Illegitimate son of Philip II of France

Pierre Charlot, (b.1205/1209 - d. 1249), was the treasurer of St. Martin of Tours, St. Frambaud of Senlis, and St. Fursy of Peronne. He was the illegitimate son of Philip II of France. Elected bishop of Noyon in 1240, Pierre accompanied Louis IX of France on the Seventh Crusade. He died near Cyprus in 1249 and was buried in the cathedral of Noyon.

==Life==
Pierre was born between 1205 and 1209, the illegitimate son of Philip II of France and an unknown mother. (Note: According to Baldwin, Pierre's mother was a "lady of Arras".) Despite his illegitimate birth, Pierre's father hired William the Breton as his tutor, and following his father's death, William dedicated the prologue in his "Philippidos" to him. Pierre was given a dispensation, owing to his illegitimate birth, from Pope Honorius III which allowed him to hold ecclesiastical benefices.

===Appointments===
By 1232, Pierre was appointed treasurer of the church of St. Martin in Tours. In 1234 a number of canons challenged the election on the grounds that it had been procured by coercion and threats. In 1235 he held the offices of treasurer of Saint-Frambaud of Senlis and of Saint-Fursy of Péronne.
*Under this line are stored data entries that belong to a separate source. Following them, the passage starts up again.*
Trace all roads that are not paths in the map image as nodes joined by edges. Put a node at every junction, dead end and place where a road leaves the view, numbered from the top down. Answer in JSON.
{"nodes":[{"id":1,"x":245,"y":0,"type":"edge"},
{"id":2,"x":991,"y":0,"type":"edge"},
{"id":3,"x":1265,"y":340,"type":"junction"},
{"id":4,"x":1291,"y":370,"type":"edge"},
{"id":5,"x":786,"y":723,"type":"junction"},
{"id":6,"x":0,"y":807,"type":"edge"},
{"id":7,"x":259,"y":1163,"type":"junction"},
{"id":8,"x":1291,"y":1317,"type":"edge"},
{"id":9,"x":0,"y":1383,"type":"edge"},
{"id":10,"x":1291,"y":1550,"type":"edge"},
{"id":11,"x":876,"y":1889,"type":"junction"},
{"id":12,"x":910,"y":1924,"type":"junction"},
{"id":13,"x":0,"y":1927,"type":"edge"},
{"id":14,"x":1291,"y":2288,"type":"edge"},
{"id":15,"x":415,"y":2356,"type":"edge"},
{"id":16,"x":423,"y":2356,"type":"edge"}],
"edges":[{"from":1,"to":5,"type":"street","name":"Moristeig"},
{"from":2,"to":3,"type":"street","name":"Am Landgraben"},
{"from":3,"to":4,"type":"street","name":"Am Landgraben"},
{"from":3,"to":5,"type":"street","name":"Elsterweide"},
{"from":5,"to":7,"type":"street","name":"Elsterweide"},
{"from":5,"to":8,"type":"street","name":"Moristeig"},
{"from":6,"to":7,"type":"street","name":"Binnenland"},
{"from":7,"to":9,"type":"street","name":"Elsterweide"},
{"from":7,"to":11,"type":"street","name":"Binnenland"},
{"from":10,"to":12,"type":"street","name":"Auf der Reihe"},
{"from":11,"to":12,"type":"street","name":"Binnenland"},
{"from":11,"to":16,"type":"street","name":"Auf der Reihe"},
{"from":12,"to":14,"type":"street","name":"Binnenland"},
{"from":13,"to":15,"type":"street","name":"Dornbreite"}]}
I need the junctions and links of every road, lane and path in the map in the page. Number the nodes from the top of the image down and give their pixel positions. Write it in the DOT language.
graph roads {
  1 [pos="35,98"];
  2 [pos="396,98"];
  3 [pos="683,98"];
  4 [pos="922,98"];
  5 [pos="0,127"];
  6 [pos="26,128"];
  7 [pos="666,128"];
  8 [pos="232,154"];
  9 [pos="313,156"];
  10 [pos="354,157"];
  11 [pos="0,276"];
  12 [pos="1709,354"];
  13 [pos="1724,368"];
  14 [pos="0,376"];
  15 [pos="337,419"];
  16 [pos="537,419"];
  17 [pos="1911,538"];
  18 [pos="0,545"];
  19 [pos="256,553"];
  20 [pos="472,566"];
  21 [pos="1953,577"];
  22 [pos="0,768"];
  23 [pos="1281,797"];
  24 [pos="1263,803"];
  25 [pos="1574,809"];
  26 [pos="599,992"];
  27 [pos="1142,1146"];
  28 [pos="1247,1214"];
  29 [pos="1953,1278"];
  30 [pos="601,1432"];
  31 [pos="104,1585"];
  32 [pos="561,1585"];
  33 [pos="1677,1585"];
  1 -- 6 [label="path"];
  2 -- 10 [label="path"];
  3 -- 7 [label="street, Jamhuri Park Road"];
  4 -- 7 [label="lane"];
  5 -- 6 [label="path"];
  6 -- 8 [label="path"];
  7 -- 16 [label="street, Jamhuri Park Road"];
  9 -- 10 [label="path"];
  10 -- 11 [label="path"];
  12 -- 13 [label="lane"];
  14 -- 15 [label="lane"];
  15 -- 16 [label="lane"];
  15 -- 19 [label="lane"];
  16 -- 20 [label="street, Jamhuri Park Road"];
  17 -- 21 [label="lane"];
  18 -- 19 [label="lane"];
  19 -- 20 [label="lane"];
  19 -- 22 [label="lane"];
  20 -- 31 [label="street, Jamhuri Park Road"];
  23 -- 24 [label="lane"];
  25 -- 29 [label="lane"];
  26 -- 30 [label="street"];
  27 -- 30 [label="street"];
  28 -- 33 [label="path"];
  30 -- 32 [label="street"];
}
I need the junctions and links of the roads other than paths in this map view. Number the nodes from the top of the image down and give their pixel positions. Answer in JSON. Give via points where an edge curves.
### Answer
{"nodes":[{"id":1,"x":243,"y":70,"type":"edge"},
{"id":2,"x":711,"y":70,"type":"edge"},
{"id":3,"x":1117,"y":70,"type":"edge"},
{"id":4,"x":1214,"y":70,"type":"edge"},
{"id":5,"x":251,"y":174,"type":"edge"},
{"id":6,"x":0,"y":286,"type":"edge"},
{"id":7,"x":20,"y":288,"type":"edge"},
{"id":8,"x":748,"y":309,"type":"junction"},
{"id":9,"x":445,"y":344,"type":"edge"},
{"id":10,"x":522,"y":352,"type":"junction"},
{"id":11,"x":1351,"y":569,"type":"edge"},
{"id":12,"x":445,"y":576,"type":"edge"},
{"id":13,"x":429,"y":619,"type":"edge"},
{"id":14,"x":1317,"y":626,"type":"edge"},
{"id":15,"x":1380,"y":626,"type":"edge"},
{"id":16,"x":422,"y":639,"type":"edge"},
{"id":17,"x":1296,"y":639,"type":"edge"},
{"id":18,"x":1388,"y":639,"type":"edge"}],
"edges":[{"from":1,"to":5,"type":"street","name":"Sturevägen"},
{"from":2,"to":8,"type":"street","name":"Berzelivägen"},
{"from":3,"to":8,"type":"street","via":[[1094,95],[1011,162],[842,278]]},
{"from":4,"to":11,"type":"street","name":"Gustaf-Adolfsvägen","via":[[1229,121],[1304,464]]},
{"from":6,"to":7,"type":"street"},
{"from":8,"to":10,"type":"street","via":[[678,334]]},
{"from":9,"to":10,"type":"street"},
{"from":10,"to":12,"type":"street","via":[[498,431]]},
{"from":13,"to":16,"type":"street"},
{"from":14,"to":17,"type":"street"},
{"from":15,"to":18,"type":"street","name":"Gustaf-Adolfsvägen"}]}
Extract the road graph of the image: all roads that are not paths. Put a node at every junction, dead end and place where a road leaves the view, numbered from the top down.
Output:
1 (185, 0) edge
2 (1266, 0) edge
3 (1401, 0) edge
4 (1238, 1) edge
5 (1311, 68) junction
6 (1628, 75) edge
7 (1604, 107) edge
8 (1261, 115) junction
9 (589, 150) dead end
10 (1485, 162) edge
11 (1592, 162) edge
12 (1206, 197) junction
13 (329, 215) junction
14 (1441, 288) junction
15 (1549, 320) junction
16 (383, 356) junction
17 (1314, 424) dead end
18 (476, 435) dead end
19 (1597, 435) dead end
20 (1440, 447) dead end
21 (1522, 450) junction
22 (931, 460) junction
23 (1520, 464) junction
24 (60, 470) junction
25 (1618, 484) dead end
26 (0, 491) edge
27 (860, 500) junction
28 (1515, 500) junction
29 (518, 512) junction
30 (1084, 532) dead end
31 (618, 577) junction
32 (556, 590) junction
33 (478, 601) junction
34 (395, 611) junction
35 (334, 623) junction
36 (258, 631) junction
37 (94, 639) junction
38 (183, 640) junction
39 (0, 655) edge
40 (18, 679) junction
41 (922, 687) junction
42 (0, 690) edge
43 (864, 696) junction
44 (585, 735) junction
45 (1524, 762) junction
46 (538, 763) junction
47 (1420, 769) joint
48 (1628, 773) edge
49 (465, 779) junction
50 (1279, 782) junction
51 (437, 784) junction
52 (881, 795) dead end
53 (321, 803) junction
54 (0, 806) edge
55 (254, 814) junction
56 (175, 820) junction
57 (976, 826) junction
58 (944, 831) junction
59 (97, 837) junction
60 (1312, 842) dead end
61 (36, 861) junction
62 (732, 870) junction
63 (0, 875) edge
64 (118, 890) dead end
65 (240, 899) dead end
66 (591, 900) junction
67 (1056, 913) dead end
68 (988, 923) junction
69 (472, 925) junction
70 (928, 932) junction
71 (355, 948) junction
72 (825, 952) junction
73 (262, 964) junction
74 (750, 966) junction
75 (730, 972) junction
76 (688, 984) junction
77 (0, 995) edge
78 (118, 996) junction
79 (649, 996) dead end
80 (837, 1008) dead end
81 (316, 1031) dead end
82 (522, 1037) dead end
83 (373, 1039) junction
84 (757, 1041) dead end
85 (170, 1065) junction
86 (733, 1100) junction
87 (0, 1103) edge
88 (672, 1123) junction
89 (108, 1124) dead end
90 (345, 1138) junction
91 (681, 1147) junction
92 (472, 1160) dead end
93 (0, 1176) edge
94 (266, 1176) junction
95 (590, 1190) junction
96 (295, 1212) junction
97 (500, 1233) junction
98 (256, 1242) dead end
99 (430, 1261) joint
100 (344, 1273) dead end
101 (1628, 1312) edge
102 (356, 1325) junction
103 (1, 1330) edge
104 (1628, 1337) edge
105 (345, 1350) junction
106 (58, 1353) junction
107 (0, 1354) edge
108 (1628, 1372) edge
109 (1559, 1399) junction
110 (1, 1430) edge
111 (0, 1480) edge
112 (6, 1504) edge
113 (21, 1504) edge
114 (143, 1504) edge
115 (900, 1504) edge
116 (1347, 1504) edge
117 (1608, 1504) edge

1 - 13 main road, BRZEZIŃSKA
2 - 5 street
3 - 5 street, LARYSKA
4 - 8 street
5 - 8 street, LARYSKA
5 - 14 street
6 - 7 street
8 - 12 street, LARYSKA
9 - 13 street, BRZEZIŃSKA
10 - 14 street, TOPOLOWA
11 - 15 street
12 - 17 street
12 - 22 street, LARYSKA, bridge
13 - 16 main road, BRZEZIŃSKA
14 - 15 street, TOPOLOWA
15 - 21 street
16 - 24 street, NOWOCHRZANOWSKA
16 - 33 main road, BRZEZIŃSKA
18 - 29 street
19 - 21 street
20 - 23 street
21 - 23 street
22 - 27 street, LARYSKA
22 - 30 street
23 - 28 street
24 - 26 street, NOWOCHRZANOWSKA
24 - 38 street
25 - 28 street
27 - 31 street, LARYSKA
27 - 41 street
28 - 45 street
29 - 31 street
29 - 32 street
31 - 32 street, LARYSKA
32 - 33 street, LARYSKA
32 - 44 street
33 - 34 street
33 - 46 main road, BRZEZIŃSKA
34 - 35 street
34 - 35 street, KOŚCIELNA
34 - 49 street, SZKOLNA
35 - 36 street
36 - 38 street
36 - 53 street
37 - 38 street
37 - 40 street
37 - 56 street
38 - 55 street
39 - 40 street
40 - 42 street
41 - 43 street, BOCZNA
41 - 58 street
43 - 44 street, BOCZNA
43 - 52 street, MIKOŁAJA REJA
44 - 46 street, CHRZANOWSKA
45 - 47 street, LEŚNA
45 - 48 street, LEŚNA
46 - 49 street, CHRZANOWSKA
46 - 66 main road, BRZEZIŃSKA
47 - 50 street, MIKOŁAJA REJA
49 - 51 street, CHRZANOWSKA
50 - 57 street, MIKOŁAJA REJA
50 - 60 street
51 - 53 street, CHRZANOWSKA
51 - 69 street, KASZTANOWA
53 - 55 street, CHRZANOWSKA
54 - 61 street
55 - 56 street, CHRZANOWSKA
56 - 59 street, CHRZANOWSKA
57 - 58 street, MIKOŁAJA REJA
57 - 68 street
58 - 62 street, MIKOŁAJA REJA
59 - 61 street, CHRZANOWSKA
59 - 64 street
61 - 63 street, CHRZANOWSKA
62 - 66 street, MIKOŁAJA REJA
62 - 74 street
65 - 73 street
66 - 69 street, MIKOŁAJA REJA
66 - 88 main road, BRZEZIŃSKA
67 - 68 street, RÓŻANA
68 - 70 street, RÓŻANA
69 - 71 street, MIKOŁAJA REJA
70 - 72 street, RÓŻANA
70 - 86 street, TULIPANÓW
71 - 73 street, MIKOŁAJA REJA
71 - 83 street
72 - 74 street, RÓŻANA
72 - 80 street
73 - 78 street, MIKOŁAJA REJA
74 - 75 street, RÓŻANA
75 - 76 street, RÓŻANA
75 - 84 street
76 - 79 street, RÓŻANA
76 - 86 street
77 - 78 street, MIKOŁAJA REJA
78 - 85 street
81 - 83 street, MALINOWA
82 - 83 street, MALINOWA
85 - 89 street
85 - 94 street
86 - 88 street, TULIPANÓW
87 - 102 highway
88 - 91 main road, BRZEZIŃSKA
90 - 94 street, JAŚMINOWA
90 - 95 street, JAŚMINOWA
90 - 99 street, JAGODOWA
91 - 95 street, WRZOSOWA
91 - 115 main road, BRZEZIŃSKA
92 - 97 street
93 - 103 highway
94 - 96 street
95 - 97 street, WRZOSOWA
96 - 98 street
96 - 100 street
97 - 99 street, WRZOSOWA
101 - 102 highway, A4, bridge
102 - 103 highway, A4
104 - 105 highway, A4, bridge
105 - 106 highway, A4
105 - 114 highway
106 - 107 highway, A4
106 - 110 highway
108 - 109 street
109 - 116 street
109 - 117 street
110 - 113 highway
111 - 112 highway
In 1240, Pierre and John, the dean of St. Martin of Tours, both received the same number of votes in the election for bishop of Noyon. The decision was sent to Rome and through the appeals of Louis IX of France, Pierre was awarded the bishopric. The decision, drew letters of complaint from Pope Gregory IX to the archbishop of Reims, chapter of Namur, and the bishop of Palestrina. Gregory argued that Pierre was the child of an adulterous relationship and thus ineligible to hold the office of bishop without a special dispensation, and he should be removed from office and placed on a three-year suspension from his benefices. Despite papal animosity, Pierre kept his episcopate.

===Crusade===
Pierre accompanied his nephew, King Louis IX, on the Seventh Crusade to the Holy Land, and died near Cyprus in 1249 and was buried in the cathedral of Noyon.

==Sources==
- Baldwin, John W. (1986). "The Government of Philip Augustus: Foundations of French Royal Power in the"
- Field, Sean L. (2019). "Courting Sanctity: Holy Women and the Capetians"
- Gorochov, Nathalie (2007). "Les universités et la ville au Moyen Âge: Cohabitation et tension"
- Harvey, Katherine (2014). "Episcopal Appointments in England, c. 1214–1344: From Episcopal Election to Papal Provision"
- McDougall, Sara (2017). "Royal Bastards: The Birth of Illegitimacy, 800-1230"
- Richard, Jean (1992). "Saint Louis, Crusader King of France"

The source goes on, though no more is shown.